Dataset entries
----------------------------------------
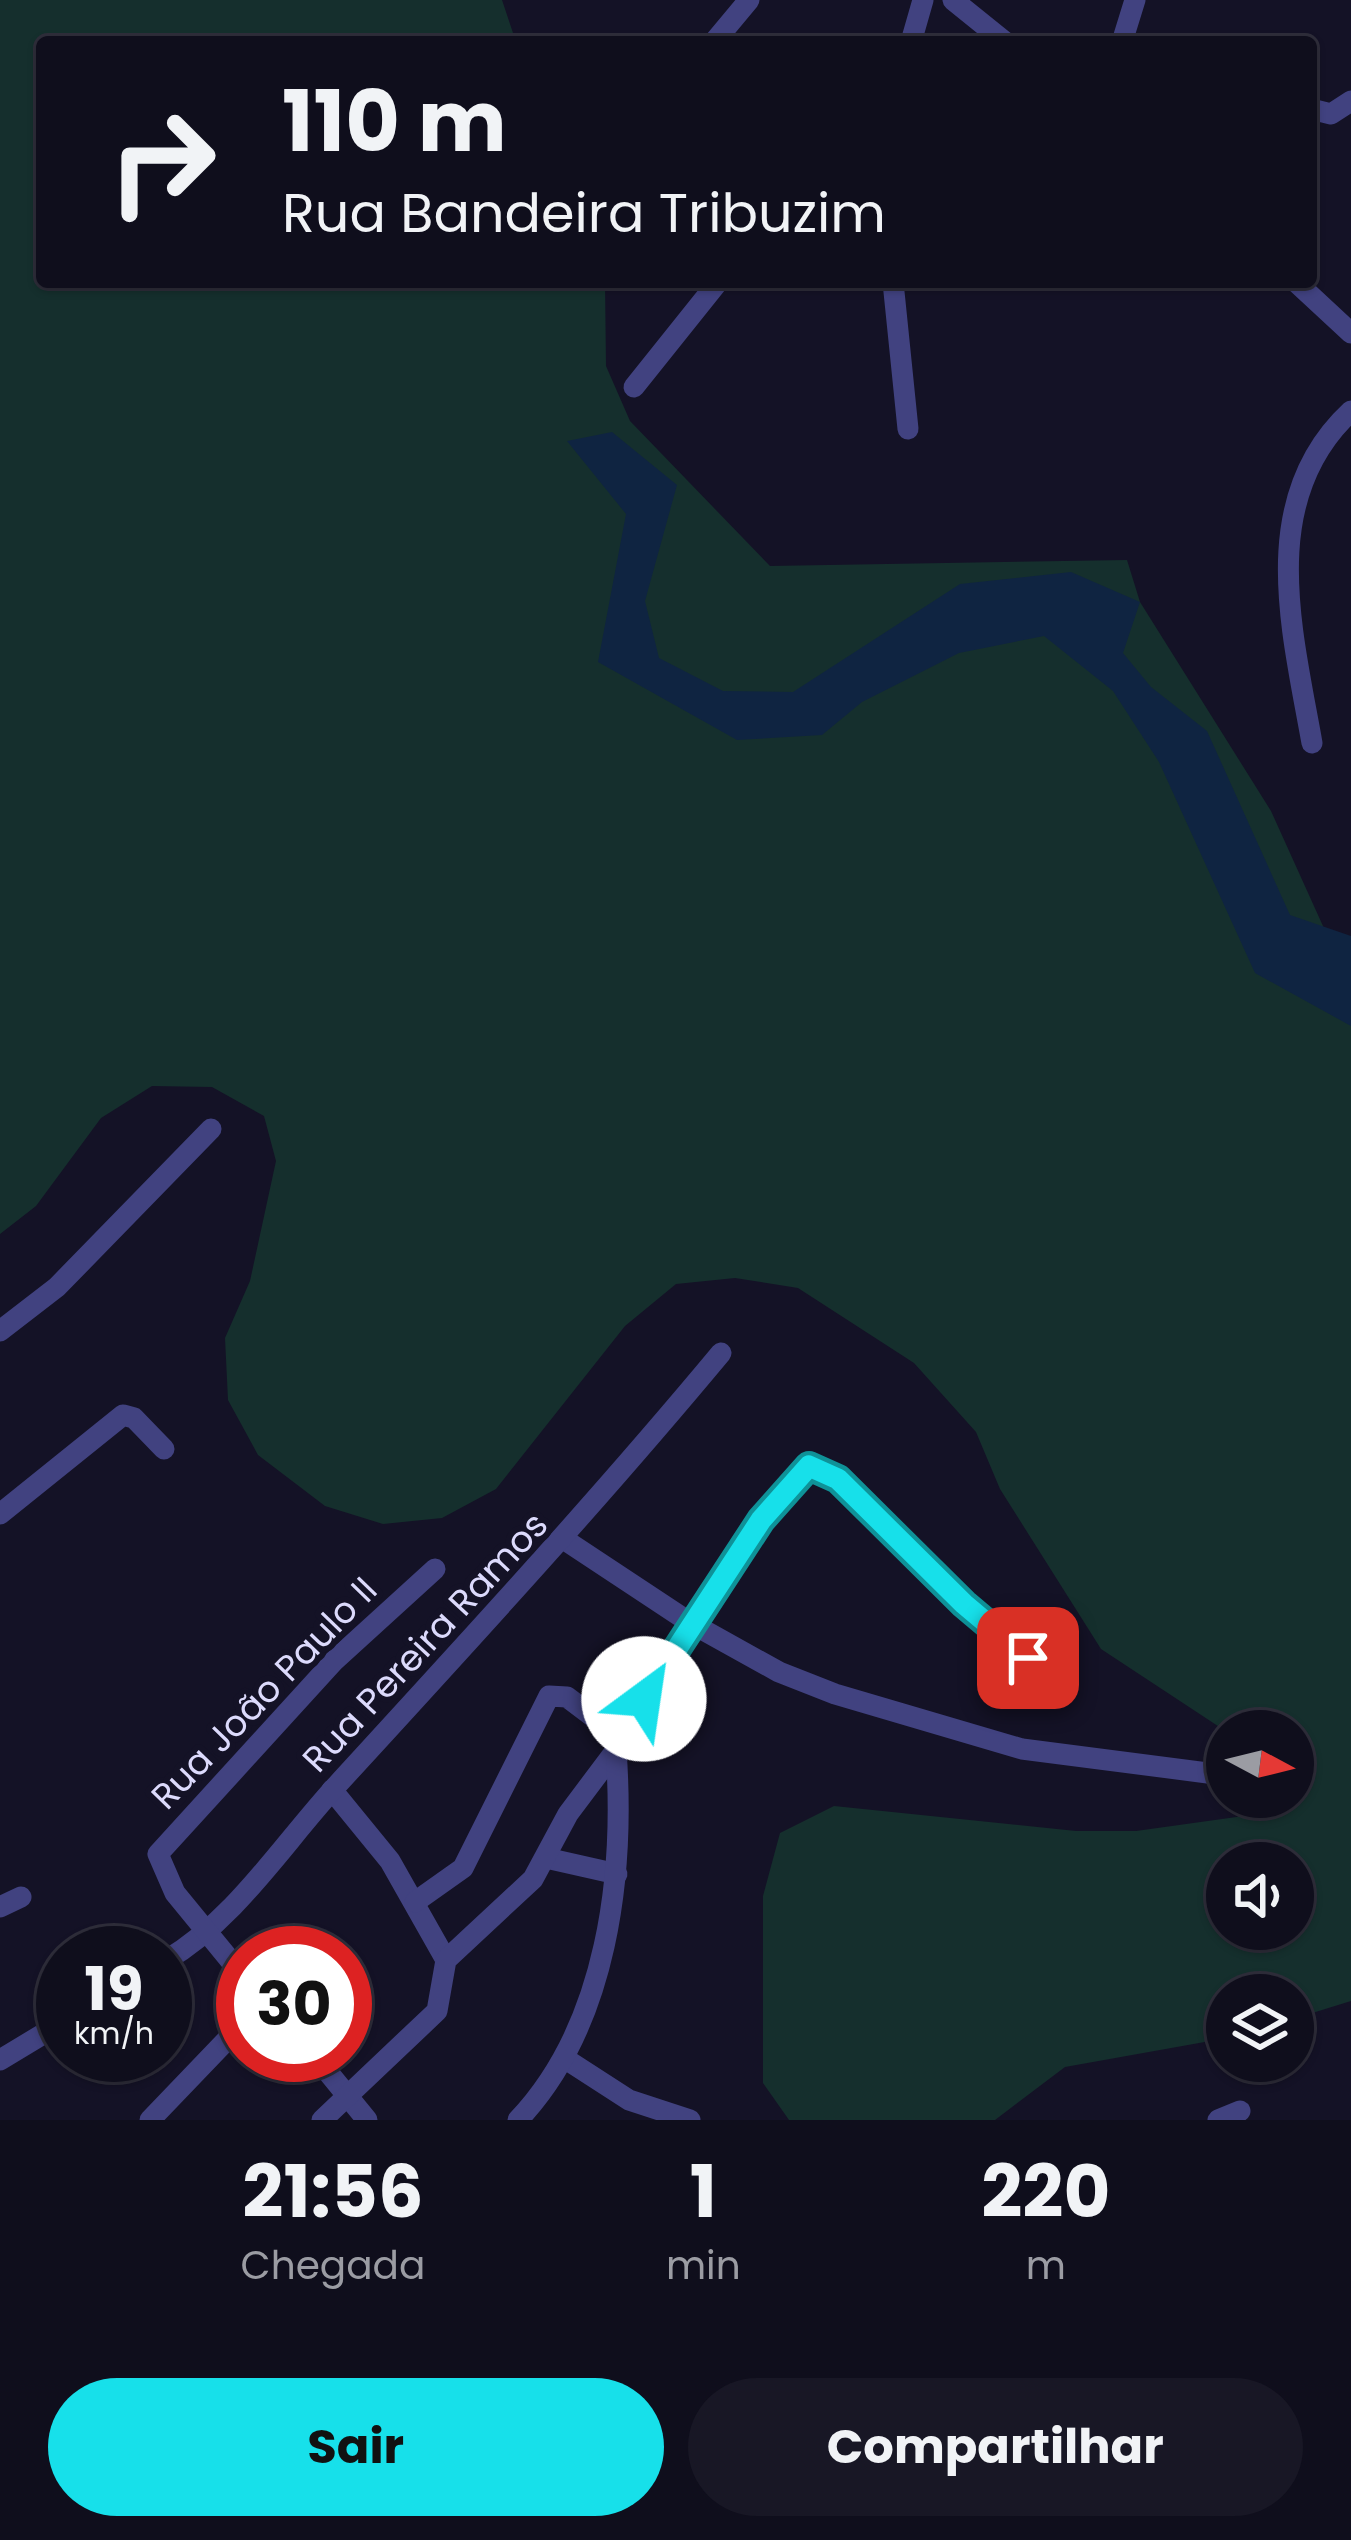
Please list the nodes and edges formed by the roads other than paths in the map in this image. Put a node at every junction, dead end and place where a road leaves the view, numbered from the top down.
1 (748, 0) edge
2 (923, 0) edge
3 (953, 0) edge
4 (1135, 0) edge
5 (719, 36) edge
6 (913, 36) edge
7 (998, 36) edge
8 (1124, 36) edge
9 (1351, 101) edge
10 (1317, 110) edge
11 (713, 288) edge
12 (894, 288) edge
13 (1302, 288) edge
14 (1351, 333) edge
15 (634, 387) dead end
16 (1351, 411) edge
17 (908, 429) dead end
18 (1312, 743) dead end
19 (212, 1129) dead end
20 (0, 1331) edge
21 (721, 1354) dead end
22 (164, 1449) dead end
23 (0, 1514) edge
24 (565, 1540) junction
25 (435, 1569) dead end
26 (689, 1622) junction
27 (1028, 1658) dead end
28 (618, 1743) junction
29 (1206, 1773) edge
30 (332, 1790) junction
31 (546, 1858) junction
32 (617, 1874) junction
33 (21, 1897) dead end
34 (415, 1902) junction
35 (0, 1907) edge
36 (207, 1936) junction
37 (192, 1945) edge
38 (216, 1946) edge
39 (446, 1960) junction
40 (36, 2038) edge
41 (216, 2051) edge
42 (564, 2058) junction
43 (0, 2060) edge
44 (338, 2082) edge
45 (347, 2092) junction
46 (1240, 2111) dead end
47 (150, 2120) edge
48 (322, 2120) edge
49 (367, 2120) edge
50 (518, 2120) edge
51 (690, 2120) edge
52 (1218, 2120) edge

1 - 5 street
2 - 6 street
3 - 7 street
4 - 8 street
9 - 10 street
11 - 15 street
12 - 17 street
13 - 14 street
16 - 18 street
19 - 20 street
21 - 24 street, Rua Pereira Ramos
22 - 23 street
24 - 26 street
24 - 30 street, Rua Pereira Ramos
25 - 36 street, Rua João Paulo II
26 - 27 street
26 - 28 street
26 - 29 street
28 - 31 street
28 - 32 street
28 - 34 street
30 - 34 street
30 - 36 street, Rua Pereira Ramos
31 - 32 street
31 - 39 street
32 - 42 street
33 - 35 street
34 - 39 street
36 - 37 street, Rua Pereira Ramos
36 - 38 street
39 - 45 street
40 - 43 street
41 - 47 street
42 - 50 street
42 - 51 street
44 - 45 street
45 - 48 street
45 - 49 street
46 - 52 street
----------------------------------------
TASK TO COMPLETE:
Please reproduce each entry above word for word and keep the pictures out of the copy.

EXERCISE RESULT:
Please list the nodes and edges formed by the roads other than paths in the map in this image. Put a node at every junction, dead end and place where a road leaves the view, numbered from the top down.
1 (748, 0) edge
2 (923, 0) edge
3 (953, 0) edge
4 (1135, 0) edge
5 (719, 36) edge
6 (913, 36) edge
7 (998, 36) edge
8 (1124, 36) edge
9 (1351, 101) edge
10 (1317, 110) edge
11 (713, 288) edge
12 (894, 288) edge
13 (1302, 288) edge
14 (1351, 333) edge
15 (634, 387) dead end
16 (1351, 411) edge
17 (908, 429) dead end
18 (1312, 743) dead end
19 (212, 1129) dead end
20 (0, 1331) edge
21 (721, 1354) dead end
22 (164, 1449) dead end
23 (0, 1514) edge
24 (565, 1540) junction
25 (435, 1569) dead end
26 (689, 1622) junction
27 (1028, 1658) dead end
28 (618, 1743) junction
29 (1206, 1773) edge
30 (332, 1790) junction
31 (546, 1858) junction
32 (617, 1874) junction
33 (21, 1897) dead end
34 (415, 1902) junction
35 (0, 1907) edge
36 (207, 1936) junction
37 (192, 1945) edge
38 (216, 1946) edge
39 (446, 1960) junction
40 (36, 2038) edge
41 (216, 2051) edge
42 (564, 2058) junction
43 (0, 2060) edge
44 (338, 2082) edge
45 (347, 2092) junction
46 (1240, 2111) dead end
47 (150, 2120) edge
48 (322, 2120) edge
49 (367, 2120) edge
50 (518, 2120) edge
51 (690, 2120) edge
52 (1218, 2120) edge

1 - 5 street
2 - 6 street
3 - 7 street
4 - 8 street
9 - 10 street
11 - 15 street
12 - 17 street
13 - 14 street
16 - 18 street
19 - 20 street
21 - 24 street, Rua Pereira Ramos
22 - 23 street
24 - 26 street
24 - 30 street, Rua Pereira Ramos
25 - 36 street, Rua João Paulo II
26 - 27 street
26 - 28 street
26 - 29 street
28 - 31 street
28 - 32 street
28 - 34 street
30 - 34 street
30 - 36 street, Rua Pereira Ramos
31 - 32 street
31 - 39 street
32 - 42 street
33 - 35 street
34 - 39 street
36 - 37 street, Rua Pereira Ramos
36 - 38 street
39 - 45 street
40 - 43 street
41 - 47 street
42 - 50 street
42 - 51 street
44 - 45 street
45 - 48 street
45 - 49 street
46 - 52 street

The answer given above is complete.